Look through the material below and give the number of lines where the string "Nguyễn" occurs, with nothing added.

### Dataset entries
*** Block opens ***

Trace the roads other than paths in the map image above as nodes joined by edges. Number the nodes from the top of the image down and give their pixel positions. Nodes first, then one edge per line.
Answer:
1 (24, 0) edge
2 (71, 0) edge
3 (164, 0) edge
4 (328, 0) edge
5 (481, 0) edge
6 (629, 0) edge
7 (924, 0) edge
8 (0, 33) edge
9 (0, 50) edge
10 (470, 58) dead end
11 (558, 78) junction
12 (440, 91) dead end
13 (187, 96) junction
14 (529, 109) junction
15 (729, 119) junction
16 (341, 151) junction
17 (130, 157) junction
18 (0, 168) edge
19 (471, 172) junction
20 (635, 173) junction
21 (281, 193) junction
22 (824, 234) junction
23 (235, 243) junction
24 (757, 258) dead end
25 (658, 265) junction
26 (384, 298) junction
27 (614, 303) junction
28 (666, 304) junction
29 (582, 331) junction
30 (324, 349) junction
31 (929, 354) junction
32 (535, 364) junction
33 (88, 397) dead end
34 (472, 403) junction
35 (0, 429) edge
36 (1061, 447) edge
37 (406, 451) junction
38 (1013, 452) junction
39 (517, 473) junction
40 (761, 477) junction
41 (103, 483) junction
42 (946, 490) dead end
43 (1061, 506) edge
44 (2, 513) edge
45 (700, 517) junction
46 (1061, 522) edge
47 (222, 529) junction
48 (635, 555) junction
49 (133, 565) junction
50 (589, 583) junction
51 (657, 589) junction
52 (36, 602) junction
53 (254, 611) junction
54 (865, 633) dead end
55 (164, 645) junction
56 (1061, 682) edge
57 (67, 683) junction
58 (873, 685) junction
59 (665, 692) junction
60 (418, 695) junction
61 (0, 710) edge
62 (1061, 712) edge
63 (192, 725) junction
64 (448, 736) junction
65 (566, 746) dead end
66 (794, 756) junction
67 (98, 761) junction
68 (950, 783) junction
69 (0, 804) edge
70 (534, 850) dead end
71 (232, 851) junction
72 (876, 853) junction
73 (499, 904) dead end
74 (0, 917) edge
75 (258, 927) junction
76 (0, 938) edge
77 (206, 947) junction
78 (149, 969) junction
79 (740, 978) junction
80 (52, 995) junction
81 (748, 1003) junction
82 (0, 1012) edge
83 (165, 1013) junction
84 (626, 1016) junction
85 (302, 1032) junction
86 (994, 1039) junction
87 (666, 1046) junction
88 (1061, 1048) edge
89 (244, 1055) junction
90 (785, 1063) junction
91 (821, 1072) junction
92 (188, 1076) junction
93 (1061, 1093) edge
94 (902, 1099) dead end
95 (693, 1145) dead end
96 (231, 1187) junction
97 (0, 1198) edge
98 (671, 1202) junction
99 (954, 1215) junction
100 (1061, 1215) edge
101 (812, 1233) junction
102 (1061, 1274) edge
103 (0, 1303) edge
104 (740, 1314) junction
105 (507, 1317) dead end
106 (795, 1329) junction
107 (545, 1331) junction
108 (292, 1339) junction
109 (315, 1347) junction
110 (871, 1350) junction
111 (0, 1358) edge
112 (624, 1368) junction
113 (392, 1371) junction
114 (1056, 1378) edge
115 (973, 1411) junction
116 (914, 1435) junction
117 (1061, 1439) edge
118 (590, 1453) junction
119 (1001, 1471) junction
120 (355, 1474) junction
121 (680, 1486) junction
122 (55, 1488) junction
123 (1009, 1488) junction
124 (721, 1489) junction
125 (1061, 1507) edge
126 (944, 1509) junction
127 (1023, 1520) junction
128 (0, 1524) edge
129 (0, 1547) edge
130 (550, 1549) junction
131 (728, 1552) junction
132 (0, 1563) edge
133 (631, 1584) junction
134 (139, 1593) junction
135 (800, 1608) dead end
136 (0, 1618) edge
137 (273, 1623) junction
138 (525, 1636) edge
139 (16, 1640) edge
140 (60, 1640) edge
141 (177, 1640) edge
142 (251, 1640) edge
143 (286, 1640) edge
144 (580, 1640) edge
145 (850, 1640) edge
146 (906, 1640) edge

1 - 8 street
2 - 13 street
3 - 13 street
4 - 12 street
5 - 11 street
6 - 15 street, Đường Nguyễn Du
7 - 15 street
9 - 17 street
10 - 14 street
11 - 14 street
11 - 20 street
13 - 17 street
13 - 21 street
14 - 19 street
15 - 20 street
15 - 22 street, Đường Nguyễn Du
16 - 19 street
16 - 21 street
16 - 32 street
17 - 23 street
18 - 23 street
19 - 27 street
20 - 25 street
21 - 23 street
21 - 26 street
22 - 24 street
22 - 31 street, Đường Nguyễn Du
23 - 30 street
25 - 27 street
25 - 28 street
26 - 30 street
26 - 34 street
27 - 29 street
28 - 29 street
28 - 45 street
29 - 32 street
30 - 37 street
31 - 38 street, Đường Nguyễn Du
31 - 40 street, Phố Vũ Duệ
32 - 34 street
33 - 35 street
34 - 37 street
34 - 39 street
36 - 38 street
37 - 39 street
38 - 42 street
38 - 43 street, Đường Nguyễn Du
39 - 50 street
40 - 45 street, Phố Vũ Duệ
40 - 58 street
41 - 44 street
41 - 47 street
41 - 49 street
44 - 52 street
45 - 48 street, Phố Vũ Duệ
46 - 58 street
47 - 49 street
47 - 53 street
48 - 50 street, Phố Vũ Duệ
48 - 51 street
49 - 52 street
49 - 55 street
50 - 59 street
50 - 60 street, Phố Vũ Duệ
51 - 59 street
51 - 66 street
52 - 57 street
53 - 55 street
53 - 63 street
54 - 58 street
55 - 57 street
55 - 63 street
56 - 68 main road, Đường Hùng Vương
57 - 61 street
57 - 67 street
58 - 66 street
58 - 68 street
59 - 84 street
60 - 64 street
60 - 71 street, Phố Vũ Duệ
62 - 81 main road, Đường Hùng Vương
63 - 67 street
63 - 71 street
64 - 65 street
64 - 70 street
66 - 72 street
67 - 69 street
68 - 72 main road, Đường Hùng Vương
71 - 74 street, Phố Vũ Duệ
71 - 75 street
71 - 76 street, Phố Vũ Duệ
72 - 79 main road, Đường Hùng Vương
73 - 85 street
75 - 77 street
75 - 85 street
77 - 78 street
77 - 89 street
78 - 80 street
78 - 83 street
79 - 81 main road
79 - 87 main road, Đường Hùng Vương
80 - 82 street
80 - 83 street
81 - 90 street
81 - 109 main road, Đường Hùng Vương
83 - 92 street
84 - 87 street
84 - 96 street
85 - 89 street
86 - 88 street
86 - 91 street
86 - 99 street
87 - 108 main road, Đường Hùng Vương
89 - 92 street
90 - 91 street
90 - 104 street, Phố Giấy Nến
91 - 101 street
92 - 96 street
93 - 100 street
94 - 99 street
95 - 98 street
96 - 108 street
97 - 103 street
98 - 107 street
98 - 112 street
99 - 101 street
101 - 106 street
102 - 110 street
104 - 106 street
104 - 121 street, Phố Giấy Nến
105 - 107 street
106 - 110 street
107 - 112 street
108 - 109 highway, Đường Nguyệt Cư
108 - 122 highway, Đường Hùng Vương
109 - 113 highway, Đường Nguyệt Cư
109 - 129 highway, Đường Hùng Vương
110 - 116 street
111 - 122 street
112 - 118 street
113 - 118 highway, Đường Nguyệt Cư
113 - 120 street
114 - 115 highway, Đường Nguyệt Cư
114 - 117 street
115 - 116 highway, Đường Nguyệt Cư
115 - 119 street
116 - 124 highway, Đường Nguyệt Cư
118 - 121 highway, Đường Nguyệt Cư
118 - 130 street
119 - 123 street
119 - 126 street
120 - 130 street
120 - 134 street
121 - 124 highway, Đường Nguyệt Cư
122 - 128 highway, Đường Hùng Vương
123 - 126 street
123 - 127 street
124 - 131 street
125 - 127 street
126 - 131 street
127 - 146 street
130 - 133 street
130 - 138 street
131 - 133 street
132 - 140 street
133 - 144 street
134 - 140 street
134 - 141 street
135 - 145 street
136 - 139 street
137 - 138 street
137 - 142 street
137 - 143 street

*** Block closes ***

### Solution below
5